Aspirin cuts superbug.

Dr Rabin Rahmani has told the annual meeting of the American College of Gastroenterology that aspirin reduces the rate of infections of superbug Clostridium difficile (C. diff) and that a higher dose provides greater protection.

Dr Rahmani looked at the records of 30,000 hospitalised patients and found that aspirin in general (81 mg or 325 mg) cut the risk of C. diff diarrhoea by 40%, while a 325 mg/day dose cut the risk by 52%.

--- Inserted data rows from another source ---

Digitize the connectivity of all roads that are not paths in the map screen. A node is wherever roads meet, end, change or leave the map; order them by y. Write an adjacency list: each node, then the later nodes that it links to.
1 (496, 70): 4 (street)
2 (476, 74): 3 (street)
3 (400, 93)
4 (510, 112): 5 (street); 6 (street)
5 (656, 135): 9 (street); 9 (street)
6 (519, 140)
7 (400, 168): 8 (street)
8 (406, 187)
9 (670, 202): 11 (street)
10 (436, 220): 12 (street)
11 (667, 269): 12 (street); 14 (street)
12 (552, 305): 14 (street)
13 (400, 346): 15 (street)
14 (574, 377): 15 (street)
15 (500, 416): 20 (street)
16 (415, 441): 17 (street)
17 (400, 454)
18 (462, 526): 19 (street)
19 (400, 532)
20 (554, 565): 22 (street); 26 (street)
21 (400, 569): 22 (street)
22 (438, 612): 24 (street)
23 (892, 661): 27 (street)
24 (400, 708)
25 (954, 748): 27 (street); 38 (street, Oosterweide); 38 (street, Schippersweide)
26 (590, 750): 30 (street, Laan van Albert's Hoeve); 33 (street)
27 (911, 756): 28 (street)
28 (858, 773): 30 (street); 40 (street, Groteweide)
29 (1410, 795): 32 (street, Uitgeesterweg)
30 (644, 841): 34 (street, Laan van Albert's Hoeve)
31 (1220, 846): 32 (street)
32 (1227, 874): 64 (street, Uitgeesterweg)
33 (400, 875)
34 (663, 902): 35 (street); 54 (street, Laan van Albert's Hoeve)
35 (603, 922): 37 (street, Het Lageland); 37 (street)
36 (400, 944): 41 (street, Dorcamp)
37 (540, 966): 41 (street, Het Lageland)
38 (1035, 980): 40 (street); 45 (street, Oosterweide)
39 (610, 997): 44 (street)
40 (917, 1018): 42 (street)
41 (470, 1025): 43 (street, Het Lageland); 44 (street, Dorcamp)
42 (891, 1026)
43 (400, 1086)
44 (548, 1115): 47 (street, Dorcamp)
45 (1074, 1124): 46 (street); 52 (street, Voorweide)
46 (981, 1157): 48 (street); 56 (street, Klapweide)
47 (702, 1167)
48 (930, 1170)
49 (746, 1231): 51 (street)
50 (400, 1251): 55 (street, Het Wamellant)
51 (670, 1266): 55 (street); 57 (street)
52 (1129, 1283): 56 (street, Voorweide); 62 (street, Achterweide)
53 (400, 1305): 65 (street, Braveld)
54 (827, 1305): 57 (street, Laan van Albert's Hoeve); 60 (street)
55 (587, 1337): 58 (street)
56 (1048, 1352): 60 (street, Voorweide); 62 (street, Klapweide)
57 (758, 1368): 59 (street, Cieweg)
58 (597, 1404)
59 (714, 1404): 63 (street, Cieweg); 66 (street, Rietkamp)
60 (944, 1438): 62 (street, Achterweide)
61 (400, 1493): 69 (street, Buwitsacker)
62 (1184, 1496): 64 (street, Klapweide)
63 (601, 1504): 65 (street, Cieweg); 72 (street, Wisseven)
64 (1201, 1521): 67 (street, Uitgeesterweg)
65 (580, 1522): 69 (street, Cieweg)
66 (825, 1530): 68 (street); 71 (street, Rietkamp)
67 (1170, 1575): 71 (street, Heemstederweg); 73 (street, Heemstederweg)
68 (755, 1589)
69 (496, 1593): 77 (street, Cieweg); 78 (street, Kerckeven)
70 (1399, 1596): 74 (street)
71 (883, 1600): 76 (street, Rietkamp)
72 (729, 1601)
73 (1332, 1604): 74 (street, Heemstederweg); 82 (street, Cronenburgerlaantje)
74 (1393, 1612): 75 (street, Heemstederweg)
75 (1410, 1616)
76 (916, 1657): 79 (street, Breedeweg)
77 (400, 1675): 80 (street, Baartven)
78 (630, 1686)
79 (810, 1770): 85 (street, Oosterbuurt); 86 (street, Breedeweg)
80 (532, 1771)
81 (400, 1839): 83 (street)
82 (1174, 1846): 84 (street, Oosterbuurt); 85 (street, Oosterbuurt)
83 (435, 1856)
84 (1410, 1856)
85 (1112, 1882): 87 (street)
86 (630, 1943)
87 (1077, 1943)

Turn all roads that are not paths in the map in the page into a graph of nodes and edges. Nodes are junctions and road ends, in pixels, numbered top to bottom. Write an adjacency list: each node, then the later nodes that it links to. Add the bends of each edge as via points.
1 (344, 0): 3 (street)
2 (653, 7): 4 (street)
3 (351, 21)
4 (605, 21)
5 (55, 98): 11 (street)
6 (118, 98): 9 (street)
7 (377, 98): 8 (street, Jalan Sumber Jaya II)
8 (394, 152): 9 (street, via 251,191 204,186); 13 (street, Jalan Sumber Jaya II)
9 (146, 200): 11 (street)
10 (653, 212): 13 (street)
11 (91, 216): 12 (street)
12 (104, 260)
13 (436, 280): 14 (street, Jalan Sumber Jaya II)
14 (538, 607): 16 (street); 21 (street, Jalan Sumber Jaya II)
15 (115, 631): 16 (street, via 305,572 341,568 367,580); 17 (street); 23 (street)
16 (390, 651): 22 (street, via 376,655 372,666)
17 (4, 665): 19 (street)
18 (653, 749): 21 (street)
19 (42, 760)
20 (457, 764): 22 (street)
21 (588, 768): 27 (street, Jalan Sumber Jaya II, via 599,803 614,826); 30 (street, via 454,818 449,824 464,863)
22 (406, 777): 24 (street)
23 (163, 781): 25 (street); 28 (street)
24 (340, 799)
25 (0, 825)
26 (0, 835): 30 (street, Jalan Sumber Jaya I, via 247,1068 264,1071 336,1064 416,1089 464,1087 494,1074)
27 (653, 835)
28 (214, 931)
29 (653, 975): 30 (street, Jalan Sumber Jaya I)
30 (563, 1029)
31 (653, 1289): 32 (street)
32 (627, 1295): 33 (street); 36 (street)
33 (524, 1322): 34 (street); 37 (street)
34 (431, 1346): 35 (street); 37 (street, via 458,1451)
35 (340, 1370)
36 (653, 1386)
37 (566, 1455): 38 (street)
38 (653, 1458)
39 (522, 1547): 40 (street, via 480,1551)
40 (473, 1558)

Aspirin is thought to work against C. diff in two ways. First, it cuts the expression of an inflammatory substance called COX-2. Other non-steroidal anti-inflammatory drugs (NSAIDS) also inhibit COX-2, so they should confer some protection, although this was not investigated by Dr Rahmani.

Secondly, C. diff requires an acidic environment and aspirin makes the colon less acidic.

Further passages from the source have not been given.